Key responses to climate change
The most important climate change response globally is the shift from fossil fuels to renewable energy for how we power our transport, industry and all other aspects of our lives; the most efficient way to speed this transition is to place a price on carbon emissions and progressively raise it.
Governments have other vital roles, like fostering global co-operation in this effort to hold back the warming that imperils so much of the life on our planet; co-investing in the research and development required to support and speed up the transition away from fossil fuels, and in reducing and/or capturing carbon and other greenhouse gas (GHG) emissions; protecting and growing forests in appropriate places; and supporting those impacted negatively by the necessary changes and the impacts of a changing climate.
When we get to the local level, the best pointer to what this district should be doing is the weighty report by Niwa released late last year: Climate change projections and impacts for Tairawhiti and Hawke's Bay.
This is the expert view on what climate change will look like in our region over next 80 years, with its impacts on agriculture and horticulture, river flows and water availability for city and town supply, stock water and aquifer capacity.
We'll face drought conditions more often, some more severe; annual rainfall will decrease by up to 5 percent by 2040, with 10-15 percent decreases expected by 2090 depending on GHG concentrations (some of the largest projected decreases across the country).
Temperatures are projected to increase by 0.5-1C over the next 20 years, and by 1-1.5C by 2090 (or 2-3C under a high ghg concentration pathway).

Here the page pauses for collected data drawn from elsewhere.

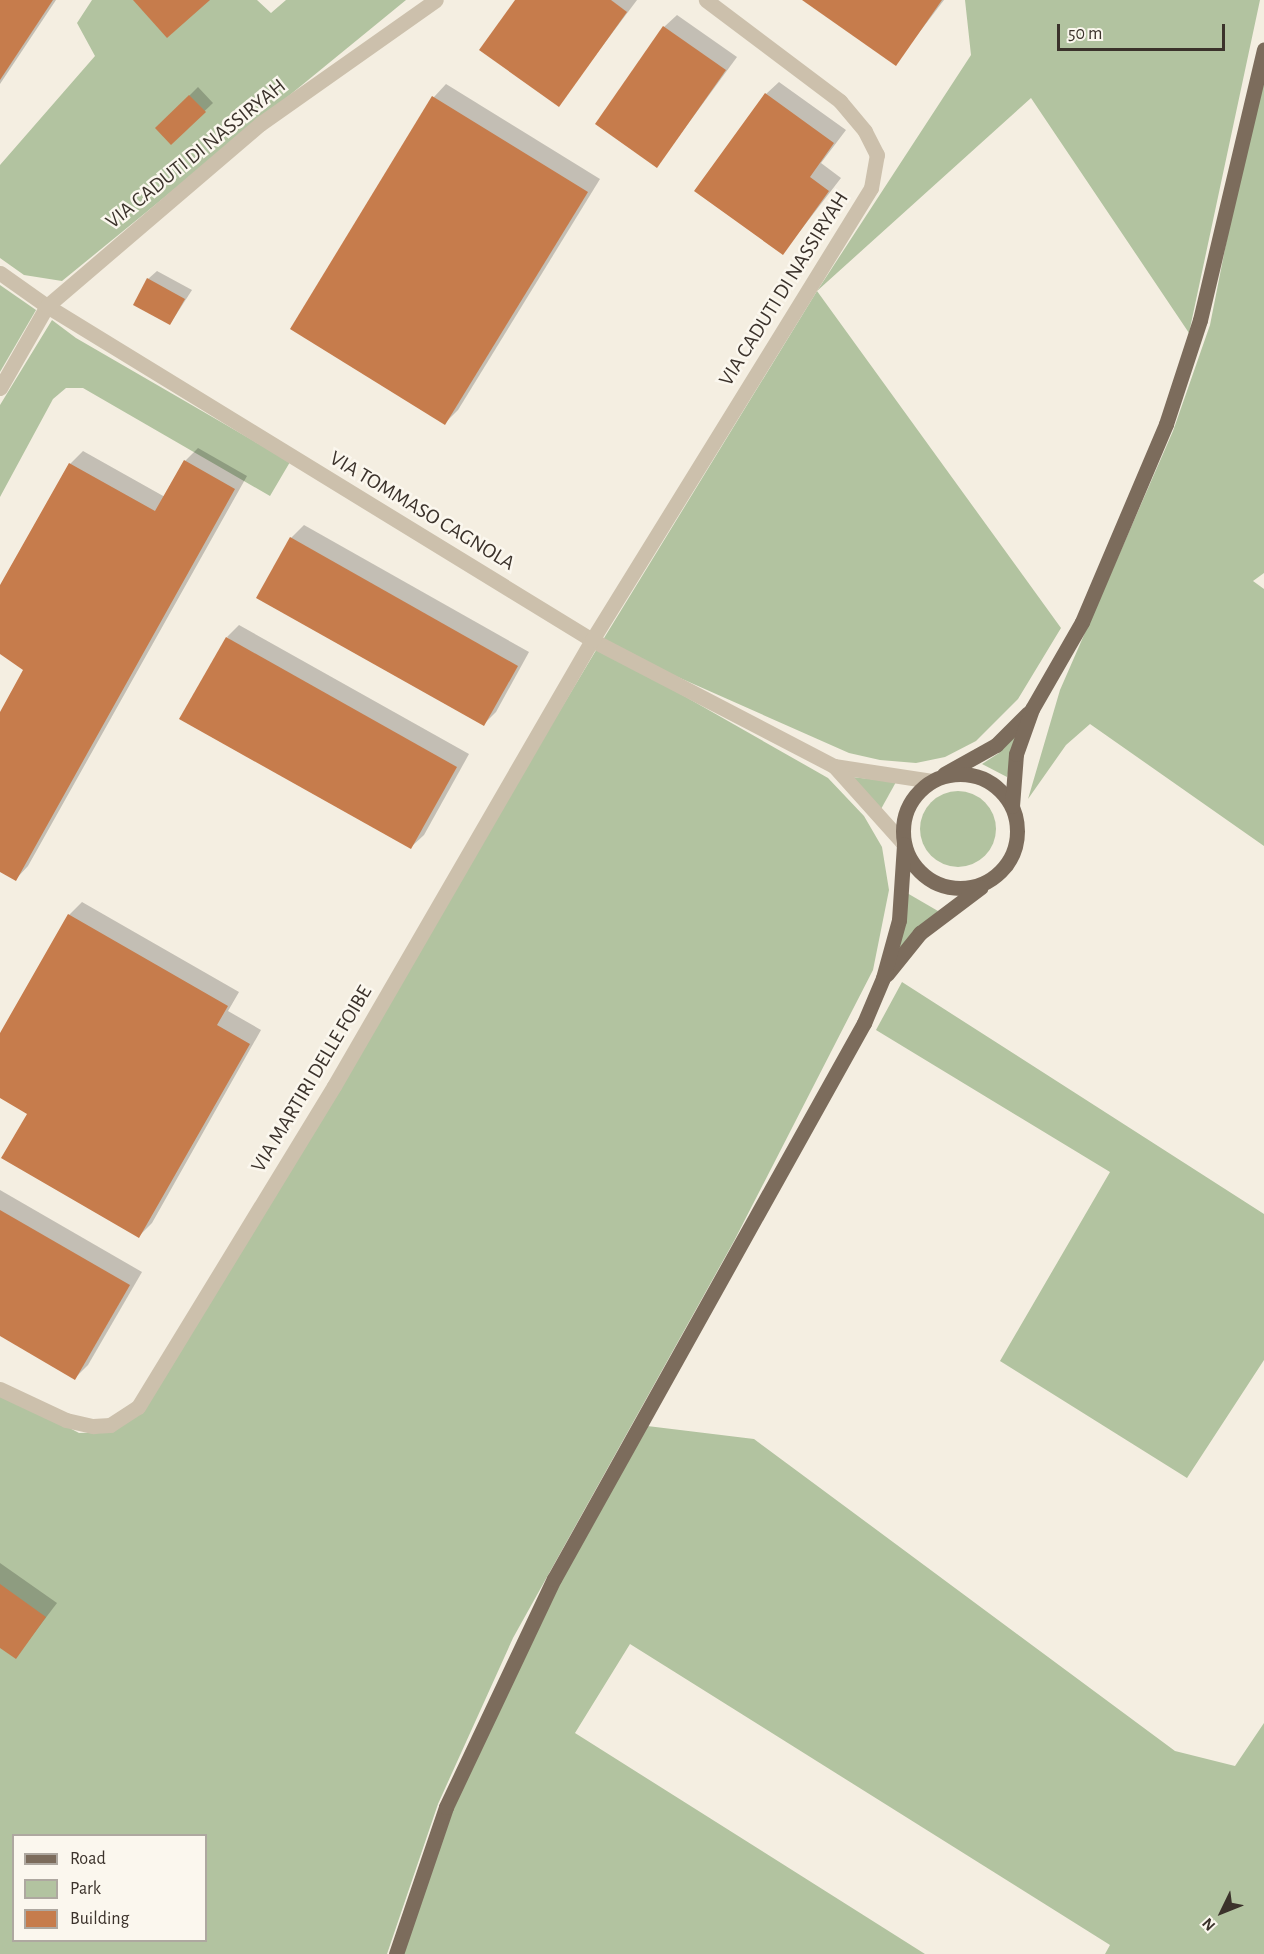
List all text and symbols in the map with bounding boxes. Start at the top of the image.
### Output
scale bar [1060,12,1228,50]
text: 50 m [1068,25,1102,43]
street label: VIA CADUTI DI NASSIRYAH [101,74,291,234]
street label: VIA CADUTI DI NASSIRYAH [714,187,854,391]
street label: VIA TOMMASO CAGNOLA [325,446,519,576]
street label: VIA MARTIRI DELLE FOIBE [246,981,378,1177]
legend [12,1834,207,1942]
text: Road [70,1850,106,1868]
text: Park [70,1880,101,1898]
north arrow [1192,1882,1252,1942]
text: Building [70,1910,129,1928]
text: N [1199,1915,1218,1934]

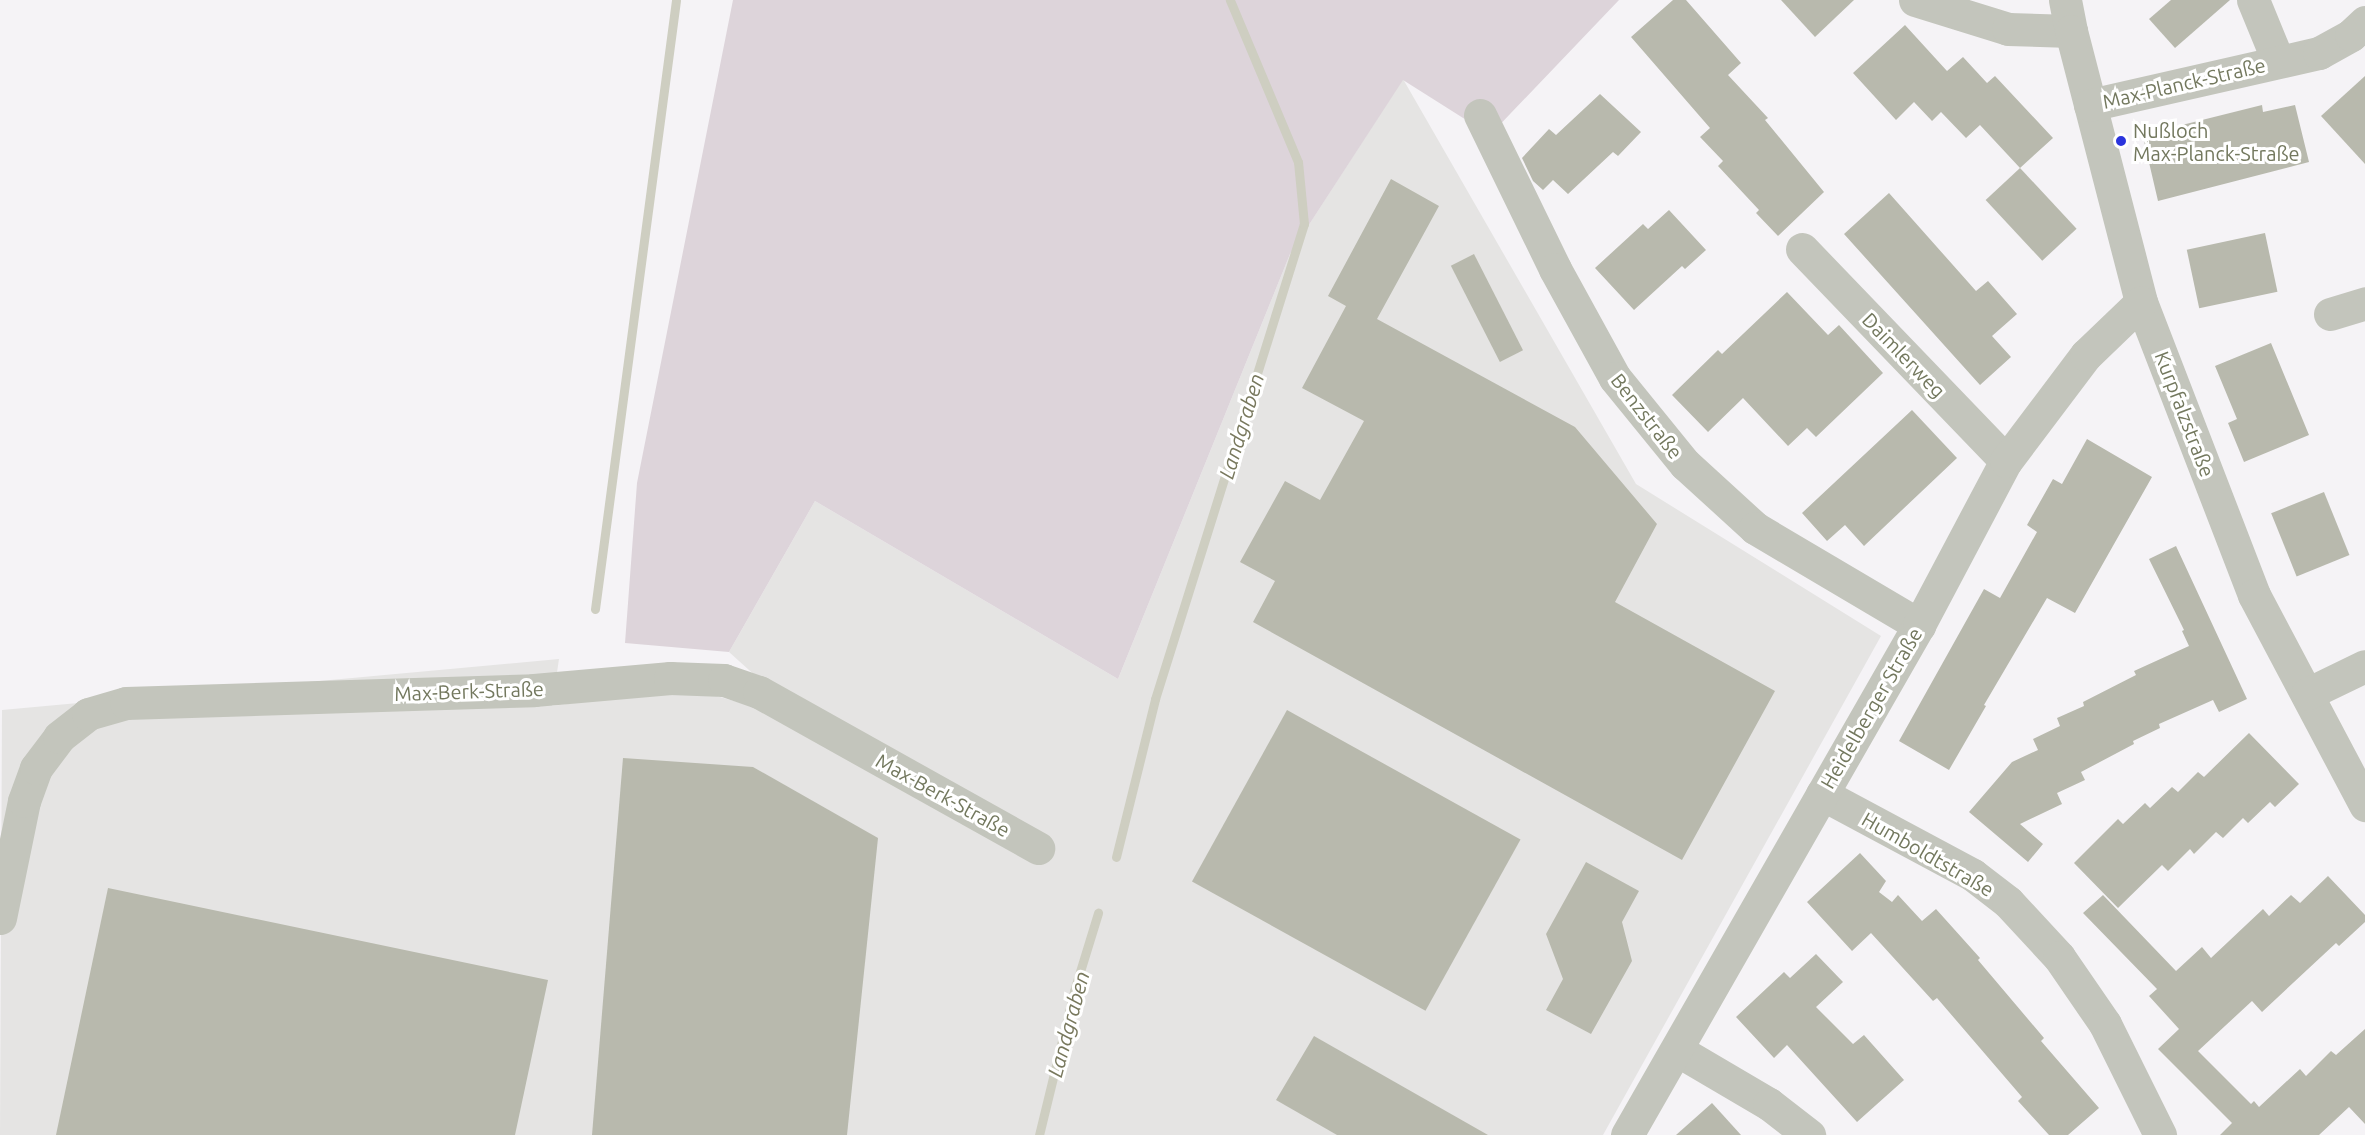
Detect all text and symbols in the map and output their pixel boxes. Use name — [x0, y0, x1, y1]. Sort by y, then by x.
street label: Max-Planck-Straße — [2100, 53, 2268, 113]
place label: Nußloch Max-Planck-Straße — [2133, 118, 2300, 165]
marker: Nußloch Max-Planck-Straße — [2114, 134, 2128, 148]
street label: Daimlerweg — [1858, 308, 1950, 402]
street label: Kurpfalzstraße — [2150, 348, 2220, 480]
street label: Benzstraße — [1606, 368, 1688, 464]
water label: Landgraben — [1213, 370, 1269, 482]
street label: Heidelberger Straße — [1815, 623, 1927, 793]
street label: Max-Berk-Straße — [394, 676, 544, 706]
street label: Max-Berk-Straße — [872, 748, 1014, 842]
street label: Humboldtstraße — [1858, 807, 1998, 901]
water label: Landgraben — [1042, 968, 1094, 1080]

There will be more extreme hot days. This will likely impact the primary sector through more pests and diseases, and stress on livestock and plants; increased CO2 will increase plant growth rates but that might be limited by availability of water.
We will get more extreme rainfall events, so more slips and erosion if we don't have the right trees in the right places, as well as more floods and damage to infrastructure.
Sea levels are expected to rise by a metre by 2100 which will mean more coastal erosion and inundation events, with impacts on residential properties and infrastructure — such as road links between Gisborne city and towns further north.
This is why climate change needs to be the “lens over everything” our council does.